傍らにあるのはデスマスク!? ガラスケースの中に2つのデスマスクが収めてありますが、1つはワグナーだとすぐに分かったけれども、もう一方はブラームス?チャイコフスキー? 写真はピアノに向かっているトスカニーニ。夕べ放送されたトスカニーニのラスト・コンサートの放送が、1950年代に最初にオン・エアされた通りに再現されて放送されていましたね。そこで指揮者としてではなくて、作曲家トスカニーニとしてピアノに向かって曲を描いているシーンが放送された時にはデスマスクが脇にあったのには気がつきませんでした。
この部屋にはもうひとつ。ベートーヴェンのデスマスクもあるという事です。
トスカニーニのラスト・コンサートは、昨今の事前に支度されていた引退演奏会ではありません。場所もいつものようにラジオ放送の録音中の出来事でした。プログラムはお得意のワグナー。その指揮中に有名な長い指揮棒が止まって先へ進まなくなってしまいました。凡人ならば一時的にど忘れしたとでも薦めているところでしょうけれども、コンサートでたくさんの聴衆を前に同じ失態が起こっては申し訳ないからと思ったのでしょうかね、さっさと指揮台を去るとこれが最後の演奏会となりました。

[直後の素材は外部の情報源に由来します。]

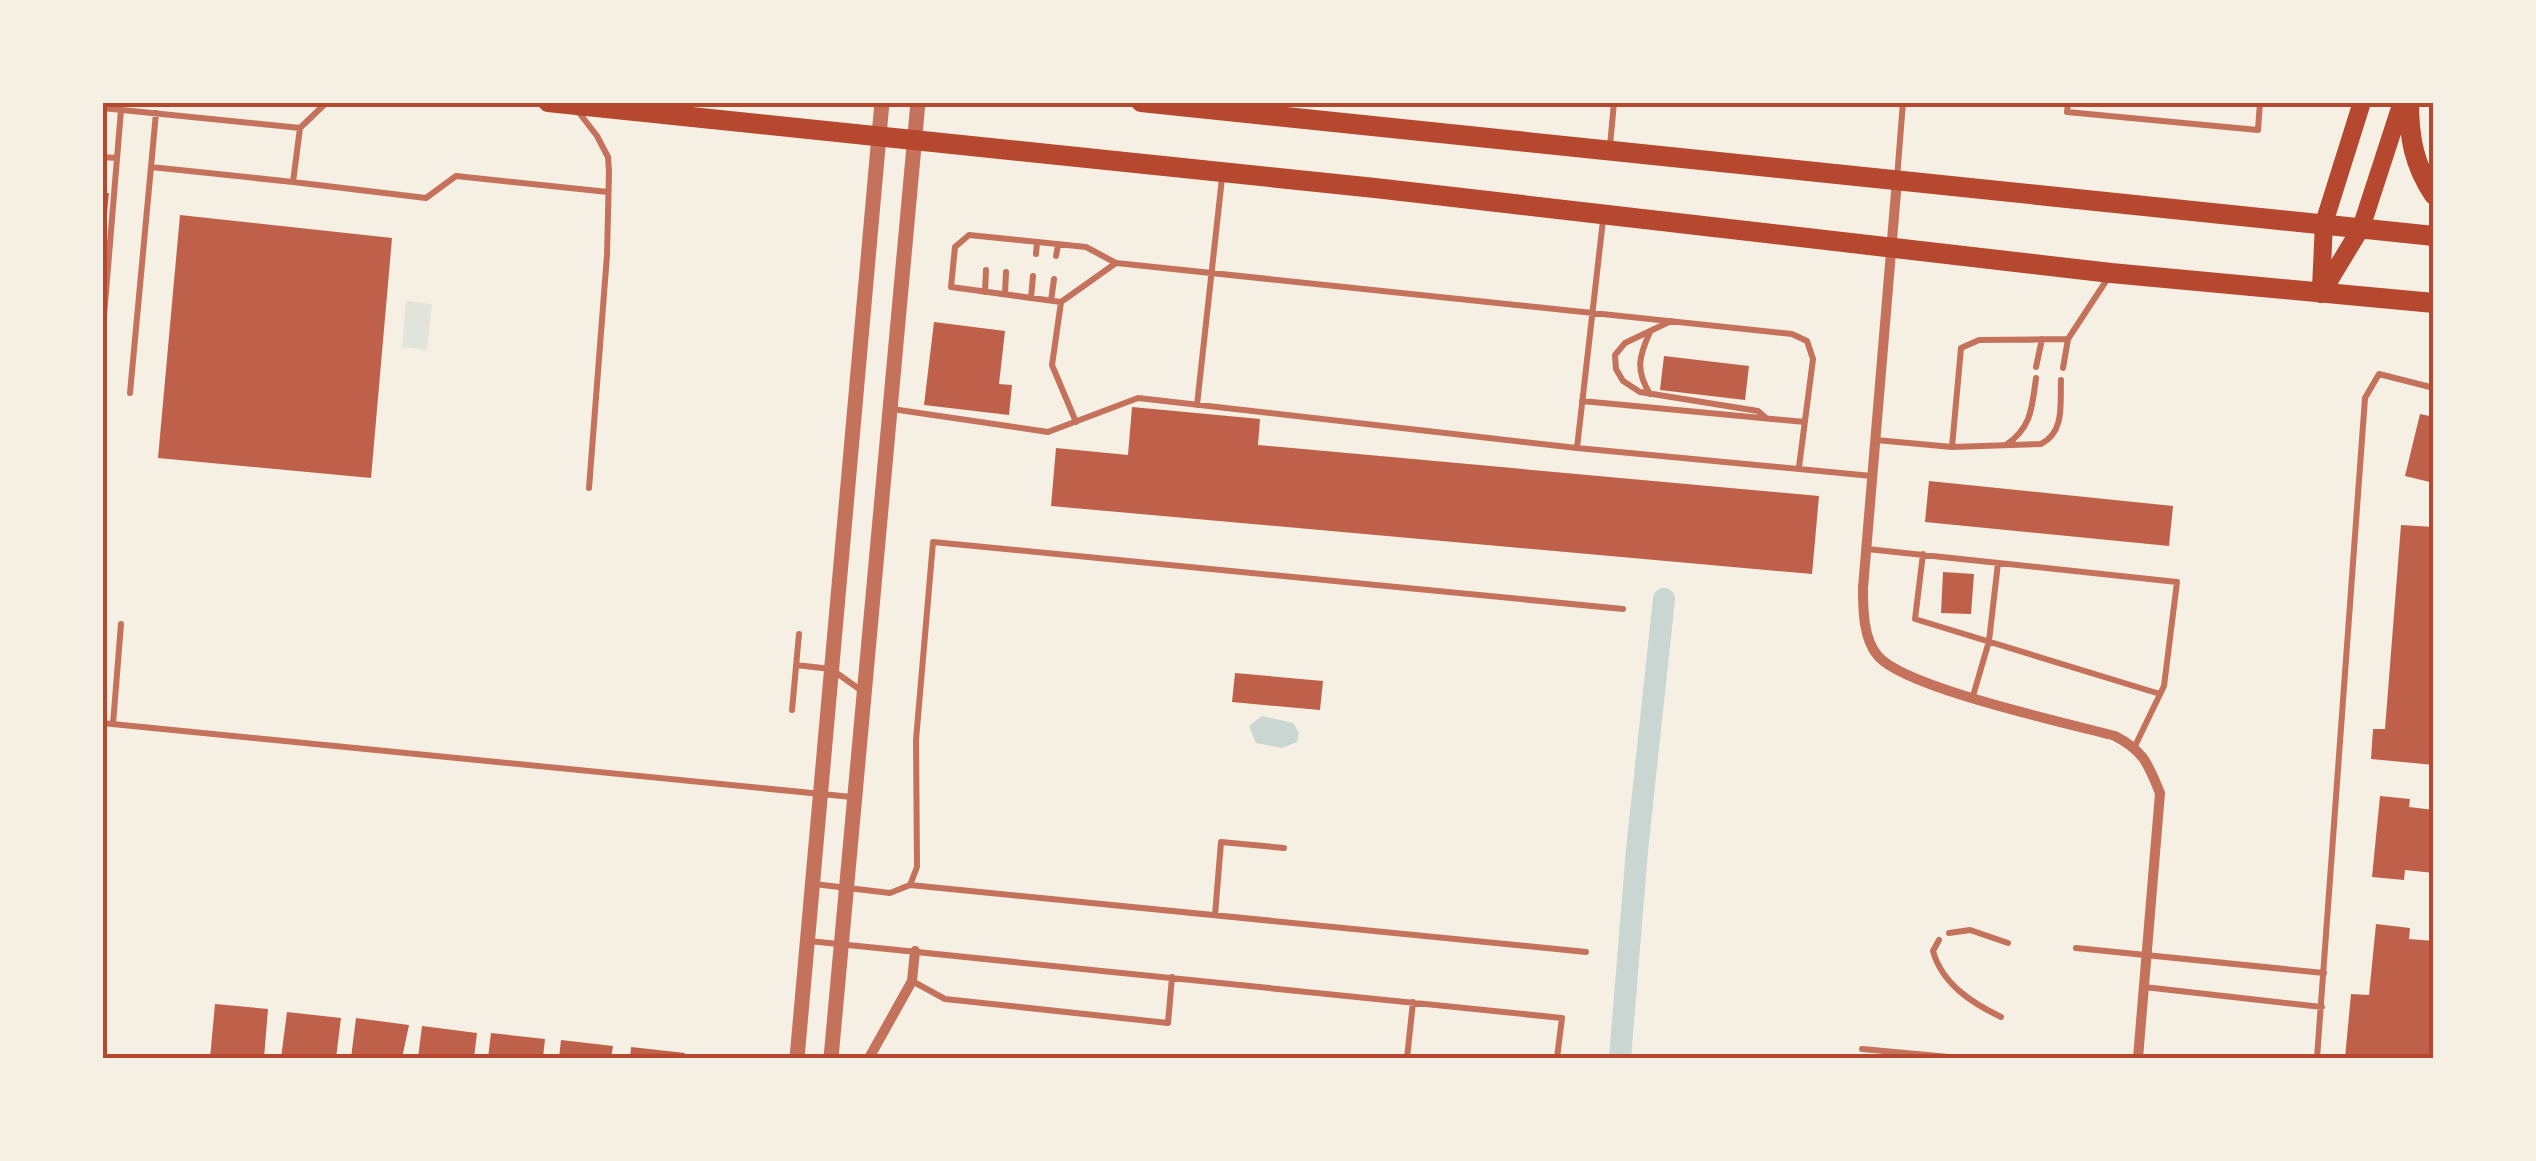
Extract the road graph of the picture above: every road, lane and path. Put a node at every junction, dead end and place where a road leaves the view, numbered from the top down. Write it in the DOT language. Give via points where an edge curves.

トスカニーニが17歳で指揮者になる切っ掛けというのが、トスカニーニがチェロ奏者としてオペラの上演に加わっていた時に指揮者が突然に急病で倒れます。オペラの上演を続けるために、楽譜や舞台進行を諳んじていたトスカニーニが急きょ指揮台に押し出されて功績が評価されて正式な指揮者と出世したのでした。きっと、その時の光景が過ぎったのかも知れません。そんなのたいしたことじゃないだろうと、オペラ上演の出来事をあまり知らない人は思うかも知れない。でも、同じような経緯で「あるオペラ」の上演中に心臓発作で死亡した指揮者の代役で一躍脚光をあびることになったシノーポリが、数十年後に同じ劇場で「あるオペラ」の上演中に同じ場所で心臓発作で倒れています。ブルース・リー伝説のような魂の縛りというものは、様々な人の思いが天井裏にたむろしているオペラ座には起こり得るのです。
曲はヨハン・シュトラウス作曲 ワルツ「美しき青きドナウ」
アルトゥーロ・トスカニーニ指揮、NBC交響楽団 1941年の録音と思われます。SP盤(V-Disk 151A、V-Disk 151B)両面。片面、片面では無しに繋げましたが、4分過ぎで面替わりは聞いてわかるでしょう。前半はレコードのコンディションは良いのですが後半の終わりの方で周期的なプチプチ音が何度かあります。クライマックスの部分だけ何度か聞かれたのでしょうか。
さて、ワグナーと並んで収めてあるデスマスクですが、ヴェルディのものでした。寝かせてあるのでちょっと気がつきませんでした。